··· DATA SHOWN

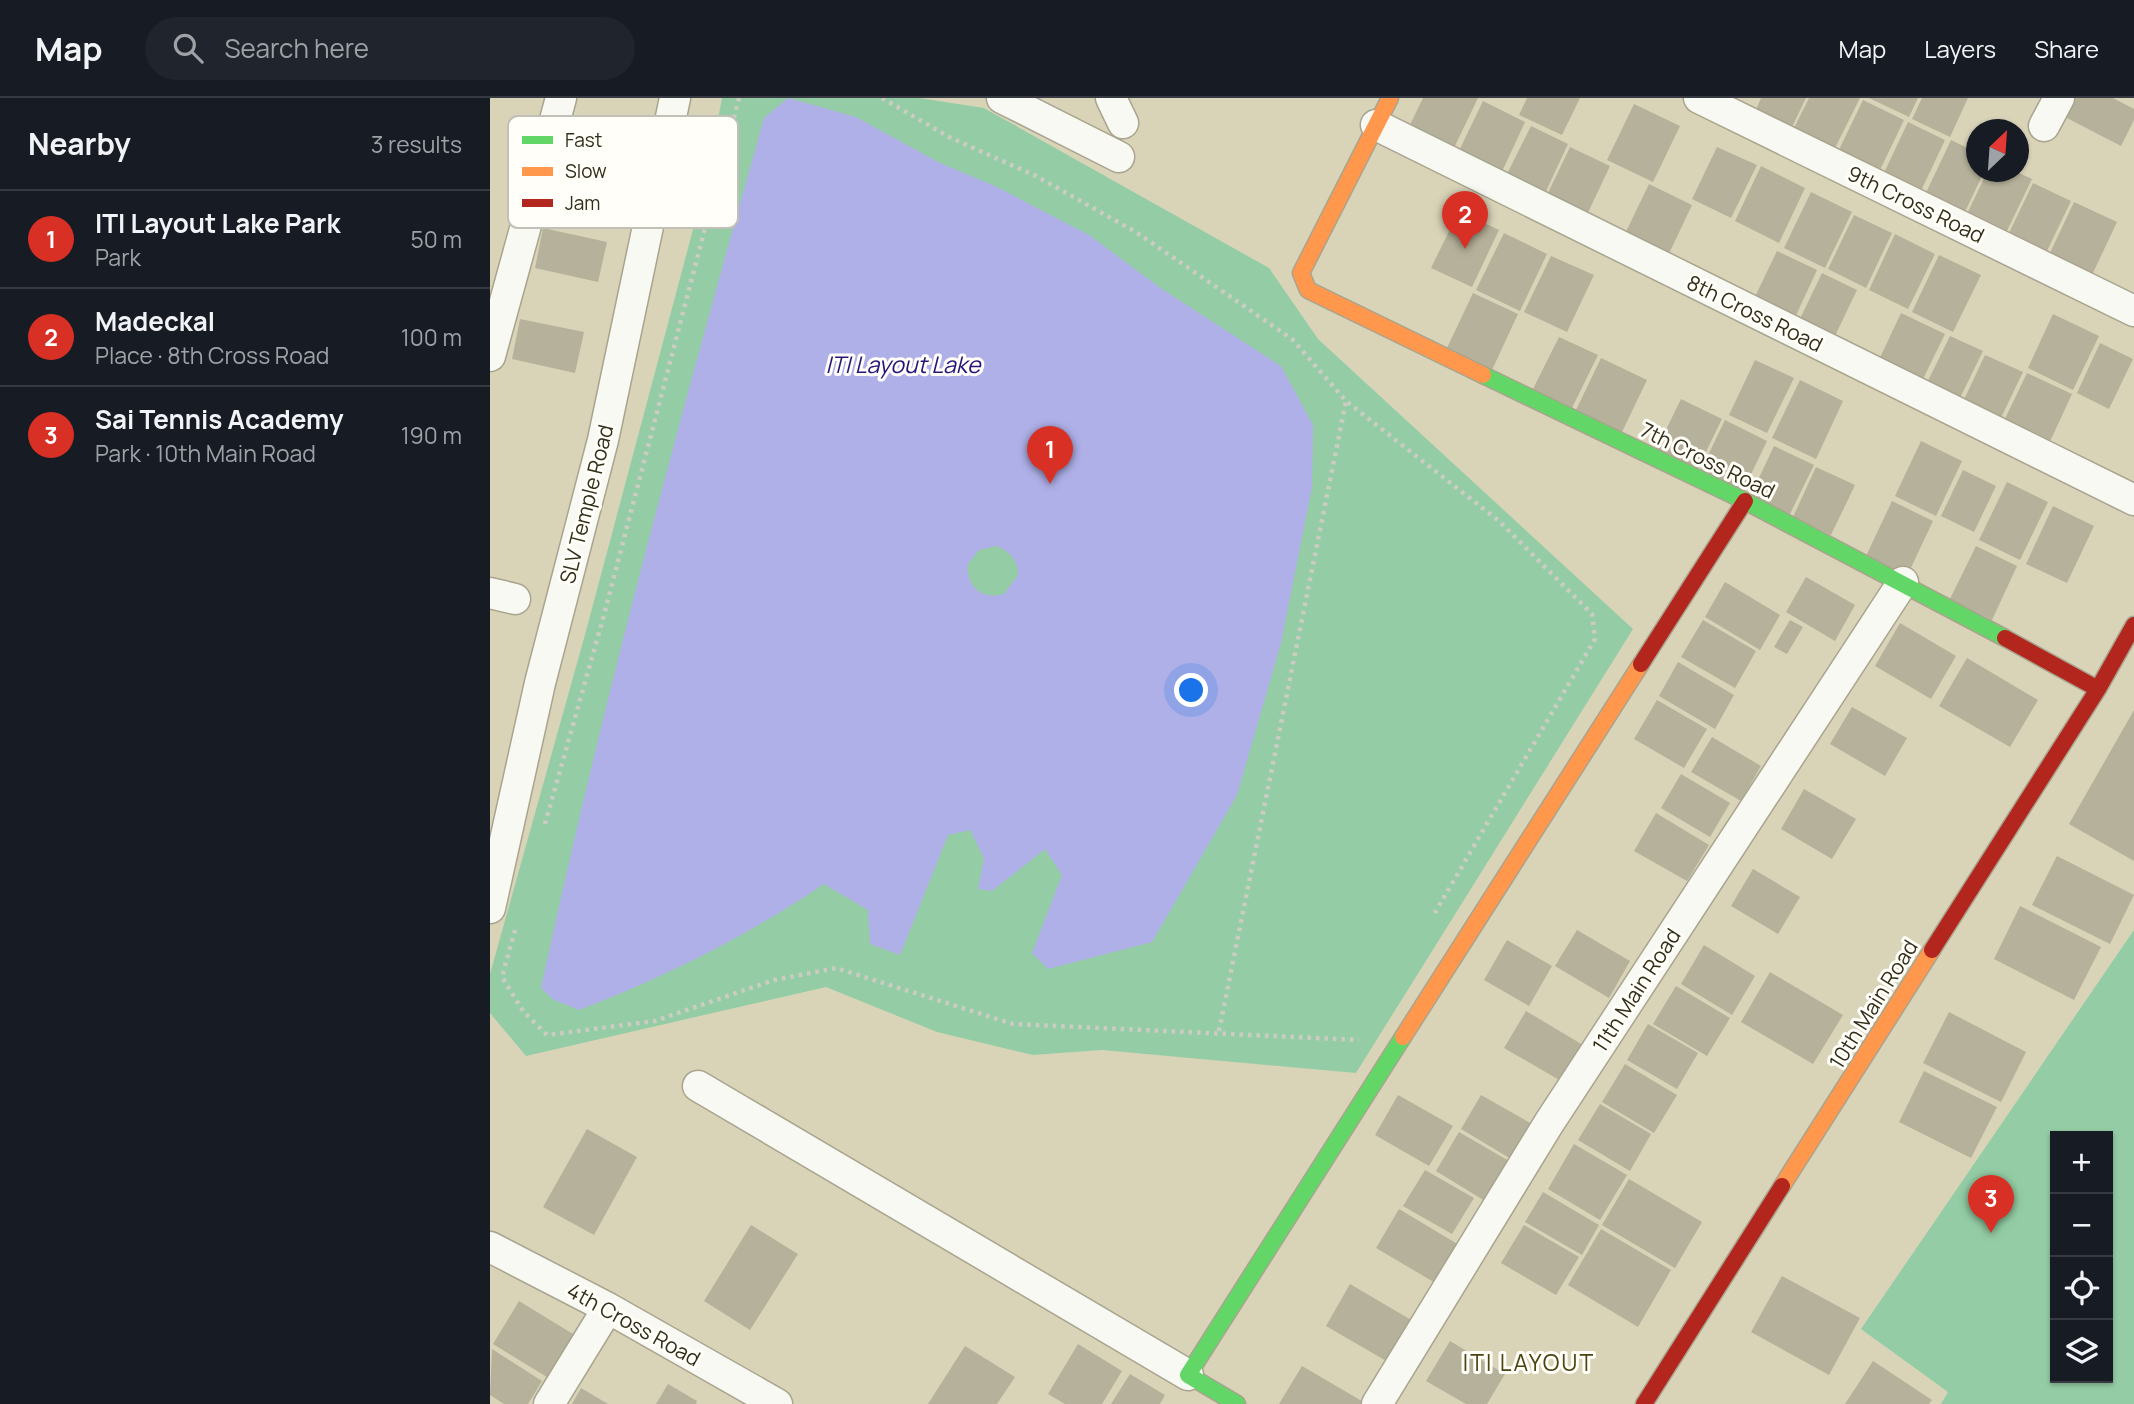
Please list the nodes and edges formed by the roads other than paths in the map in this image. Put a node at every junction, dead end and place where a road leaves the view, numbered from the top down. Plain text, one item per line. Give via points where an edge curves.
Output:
1 (561, 98) edge
2 (675, 98) edge
3 (1002, 98) edge
4 (1390, 98) edge
5 (1699, 98) edge
6 (2059, 98) edge
7 (556, 116) edge
8 (671, 116) edge
9 (1376, 125) junction
10 (2044, 126) dead end
11 (1119, 157) dead end
12 (525, 228) edge
13 (648, 228) edge
14 (2134, 311) edge
15 (490, 356) edge
16 (1745, 500) junction
17 (2134, 500) edge
18 (1903, 582) junction
19 (2134, 625) edge
20 (2098, 689) junction
21 (490, 908) edge
22 (698, 1086) dead end
23 (490, 1247) edge
24 (608, 1308) junction
25 (1188, 1375) junction
26 (760, 1400) edge
27 (549, 1404) edge
28 (1237, 1404) edge
29 (1377, 1404) edge
30 (1644, 1404) edge

1 - 7 street
2 - 8 street, SLV Temple Road
3 - 11 street
4 - 9 street
5 - 14 street, 9th Cross Road
6 - 10 street
9 - 16 street, 7th Cross Road via 1301,273 1308,290
9 - 17 street, 8th Cross Road
12 - 15 street
13 - 21 street, SLV Temple Road via 603,440 540,683
16 - 18 street, 7th Cross Road
16 - 25 street
18 - 20 street, 7th Cross Road
18 - 29 street, 11th Main Road via 1549,1123
19 - 20 street, 10th Main Road
20 - 30 street, 10th Main Road
22 - 25 street
23 - 24 street, 4th Cross Road
24 - 26 street, 4th Cross Road
24 - 27 street
25 - 28 street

······

EXERCISE PROMPT:
Only the records are wanted, copied exactly, with the pictures dropped.

TASK RESPONSE:
Please list the nodes and edges formed by the roads other than paths in the map in this image. Put a node at every junction, dead end and place where a road leaves the view, numbered from the top down. Plain text, one item per line. Give via points where an edge curves.
Output:
1 (561, 98) edge
2 (675, 98) edge
3 (1002, 98) edge
4 (1390, 98) edge
5 (1699, 98) edge
6 (2059, 98) edge
7 (556, 116) edge
8 (671, 116) edge
9 (1376, 125) junction
10 (2044, 126) dead end
11 (1119, 157) dead end
12 (525, 228) edge
13 (648, 228) edge
14 (2134, 311) edge
15 (490, 356) edge
16 (1745, 500) junction
17 (2134, 500) edge
18 (1903, 582) junction
19 (2134, 625) edge
20 (2098, 689) junction
21 (490, 908) edge
22 (698, 1086) dead end
23 (490, 1247) edge
24 (608, 1308) junction
25 (1188, 1375) junction
26 (760, 1400) edge
27 (549, 1404) edge
28 (1237, 1404) edge
29 (1377, 1404) edge
30 (1644, 1404) edge

1 - 7 street
2 - 8 street, SLV Temple Road
3 - 11 street
4 - 9 street
5 - 14 street, 9th Cross Road
6 - 10 street
9 - 16 street, 7th Cross Road via 1301,273 1308,290
9 - 17 street, 8th Cross Road
12 - 15 street
13 - 21 street, SLV Temple Road via 603,440 540,683
16 - 18 street, 7th Cross Road
16 - 25 street
18 - 20 street, 7th Cross Road
18 - 29 street, 11th Main Road via 1549,1123
19 - 20 street, 10th Main Road
20 - 30 street, 10th Main Road
22 - 25 street
23 - 24 street, 4th Cross Road
24 - 26 street, 4th Cross Road
24 - 27 street
25 - 28 street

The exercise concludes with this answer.